Articolo tratto dal numero di dicembre 2018 di Forbes Italia.
Di Tobia De Stefano
Paradossi italiani. Il Paese che ha una disoccupazione giovanile stabilmente sopra il 30% -fanno peggio di noi solo Grecia e Spagna – è lo stesso dove decine di multinazionali ti dicono che se cerchi ingegneri o informatici alla prima occupazione non li trovi. Non ci credete? Per provarlo, Forbes ha tastato il polso a Engineering, oltre 10.300 dipendenti, 50 sedi distribuite tra Italia, Germania, Belgio, Serbia, Sud America e Stati Uniti. Ricavi in crescita del 14% nel primo semestre e utile netto a quota 23 milioni (più 49%). E un business, quello della consulenza e fornitura di soluzioni e servizi per la trasformazione digitale, che offre una visione privilegiata sul mondo del lavoro. Semplificando: gli esperti del gruppo entrano in un’azienda, ne studiano le caratteristiche e poi individuano i settori dove l’ausilio delle nuove tecnologie può migliorare la produttività e aprire nuove opportunità di business.

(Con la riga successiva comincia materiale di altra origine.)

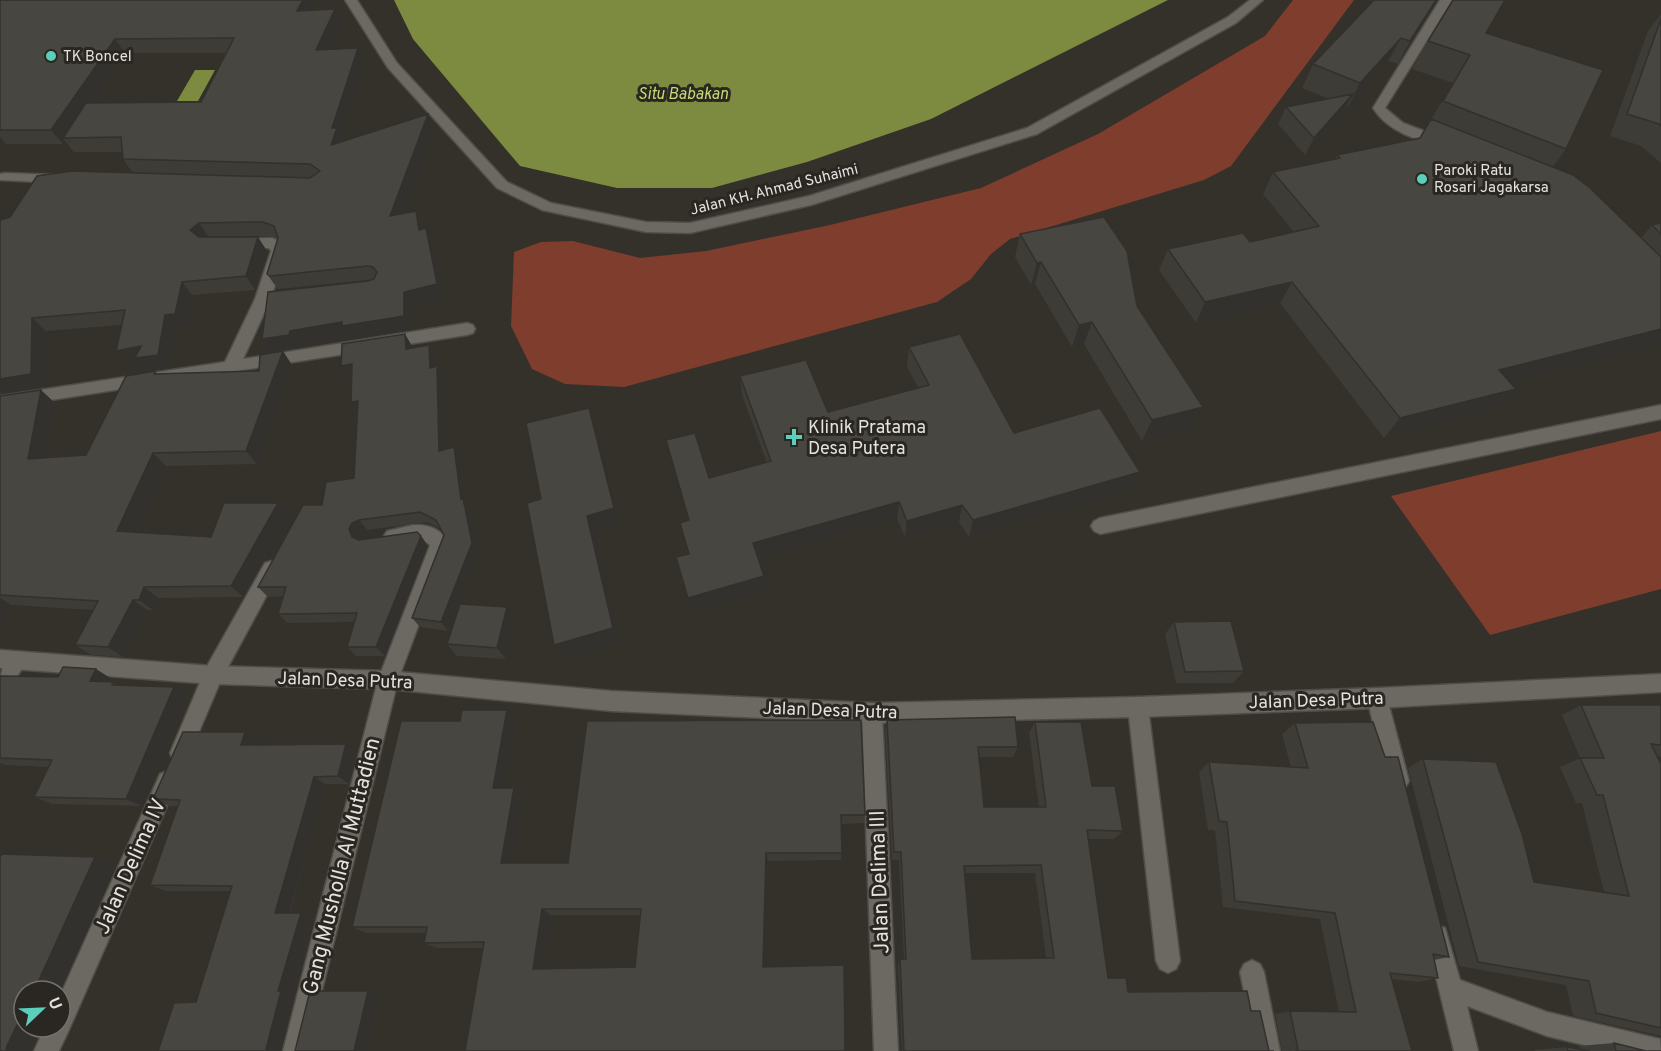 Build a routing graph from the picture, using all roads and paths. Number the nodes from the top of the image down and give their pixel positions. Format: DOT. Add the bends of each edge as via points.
graph roads {
  1 [pos="351,0"];
  2 [pos="1257,0"];
  3 [pos="1446,0"];
  4 [pos="1462,150"];
  5 [pos="74,179"];
  6 [pos="2,181"];
  7 [pos="220,244"];
  8 [pos="467,329"];
  9 [pos="231,367"];
  10 [pos="0,402"];
  11 [pos="1661,412"];
  12 [pos="1100,526"];
  13 [pos="379,538"];
  14 [pos="278,557"];
  15 [pos="8,660"];
  16 [pos="213,675"];
  17 [pos="387,681"];
  18 [pos="1661,683"];
  19 [pos="0,686"];
  20 [pos="1377,698"];
  21 [pos="1138,707"];
  22 [pos="872,713"];
  23 [pos="1403,803"];
  24 [pos="1432,919"];
  25 [pos="1168,961"];
  26 [pos="1252,972"];
  27 [pos="1450,988"];
  28 [pos="72,995"];
  29 [pos="295,1051"];
  30 [pos="886,1051"];
  31 [pos="1268,1051"];
  32 [pos="1466,1051"];
  33 [pos="1660,1051"];
  1 -- 2 [label="street, Jalan KH. Ahmad Suhaimi" via="392,65 502,185 547,207 646,227 690,228 811,200 1032,131 1232,20"];
  3 -- 4 [label="street" via="1379,108 1395,124"];
  5 -- 6 [label="street"];
  7 -- 9 [label="street" via="278,246 269,299"];
  8 -- 9 [label="street"];
  9 -- 10 [label="street"];
  11 -- 12 [label="street"];
  13 -- 17 [label="street, Gang Musholla Al Muttadien" via="426,532 440,544"];
  14 -- 16 [label="street, Jalan Delima IV"];
  15 -- 16 [label="street, Jalan Desa Putra"];
  15 -- 19 [label="street"];
  16 -- 17 [label="street, Jalan Desa Putra"];
  16 -- 28 [label="street, Jalan Delima IV"];
  17 -- 22 [label="street, Jalan Desa Putra" via="610,701"];
  17 -- 29 [label="street, Gang Musholla Al Muttadien"];
  18 -- 20 [label="street, Jalan Desa Putra"];
  20 -- 21 [label="street, Jalan Desa Putra"];
  20 -- 23 [label="street"];
  21 -- 22 [label="street, Jalan Desa Putra"];
  21 -- 25 [label="street"];
  22 -- 30 [label="street, Jalan Delima III"];
  24 -- 27 [label="street"];
  26 -- 31 [label="street"];
  27 -- 32 [label="street"];
  27 -- 33 [label="street" via="1547,1024"];
}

“Dal 2015”, spiega l’amministratore delegato Paolo Pandozy, “abbiamo assunto circa tre mila persone, e la ricerca non è mai stata semplice. Ma quest’anno, tra informatici, ingegneri e altri professionisti, sono in atto altre mille assunzioni. Possiamo dire che quelle difficoltà sono aumentate. Nel mondo It servono figure specialistiche che cambiano anno dopo anno, sempre più con formazione interdisciplinare. Per fare un esempio, l’esperto nell’analisi dei big data, il data scientist, cinque anni fa non esisteva, ma oggi è una delle posizioni più richieste”.
Del resto, l’intelligenza artificiale non è altro che una serie di algoritmi che interpretano una enorme mole di dati, e le imprese più evolute cercano come il pane persone capaci di maneggiare algoritmi e dati. Dove si trovano? “La carenza di formazione”, continua l’ad, “è sicuramente la causa principale del disallineamento tra domanda e offerta. I data scientist di cui sopra escono da facoltà scientifiche che fanno fatica ad aggiornarsi e hanno pochi iscritti”. Insomma, il problema riguarda il sistema universitario, certo, ma anche la scuola superiore, che non indirizza i ragazzi verso il giusto percorso di studi. Tant’è che Engineering nel 2017 ha “speso” oltre 120mila ore per formare i neoassunti e curare il costante aggiornamento del personale nella sua academy.